• PROBLEM:
Set every record down again exactly. Do not carry over the pictures.
··· SUPPLIED DATA
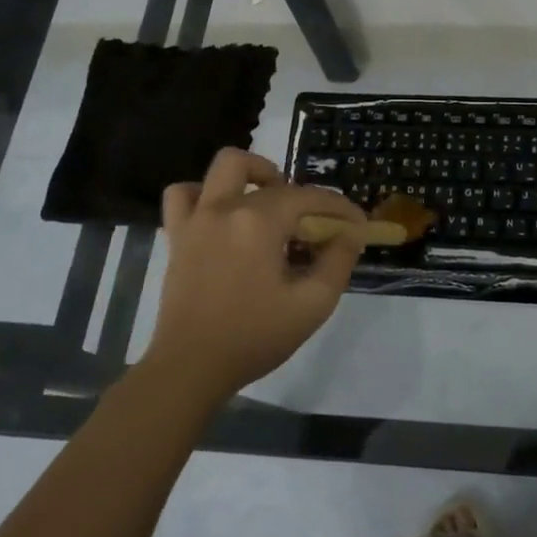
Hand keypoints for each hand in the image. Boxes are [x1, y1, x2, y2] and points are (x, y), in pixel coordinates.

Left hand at [142, 148, 365, 402]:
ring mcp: (197, 219)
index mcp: (260, 221)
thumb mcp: (312, 304)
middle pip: (271, 177)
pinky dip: (203, 194)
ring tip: (266, 201)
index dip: (340, 208)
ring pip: (223, 168)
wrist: (190, 368)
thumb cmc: (255, 337)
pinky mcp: (177, 237)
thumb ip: (338, 261)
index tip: (359, 226)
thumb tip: (351, 234)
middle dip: (300, 193)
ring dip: (251, 174)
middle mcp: (226, 208)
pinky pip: (183, 195)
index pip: (310, 198)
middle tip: (311, 223)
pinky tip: (220, 214)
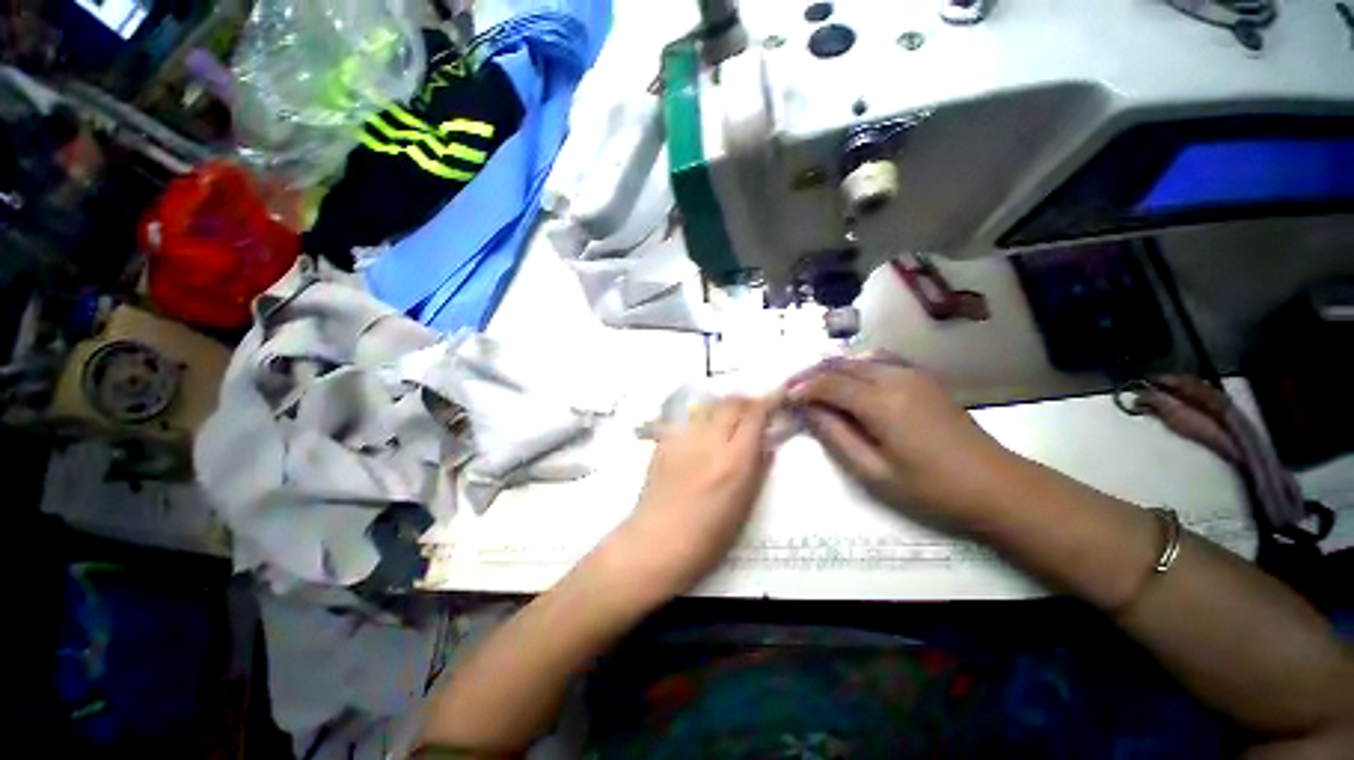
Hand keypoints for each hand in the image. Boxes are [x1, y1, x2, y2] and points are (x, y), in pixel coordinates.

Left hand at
······
• ANSWER FOR THE TASK:
Hand keypoints for each hand in the image. Boxes are [x1, y1, x2, y2] and points are (x, y), in pixel coordinates.

Left hand at [142, 148, 365, 402]:
ring mcp: (197, 219)
index mcp: (260, 221)
thumb mcp: (312, 304)
middle pip: (271, 177)
pinky dip: (203, 194)
ring tip: (266, 201)
index dip: (340, 208)
ring pip: (223, 168)
wrist: (190, 368)
thumb cmc: (255, 337)
pinky mcp: (177, 237)
thumb ip: (338, 261)
index tip: (359, 226)
thumb tip: (351, 234)
middle dip: (300, 193)
ring dip: (251, 174)
middle mcp: (226, 208)
pinky pip: (183, 195)
index pip: (310, 198)
middle tip: (311, 223)
pinky tip: (220, 214)
Hand keypoints for each hand in the image. Boxes are [x1, y1, x2, y2] and points are (x, y), in pixel coordinates.

Left hand at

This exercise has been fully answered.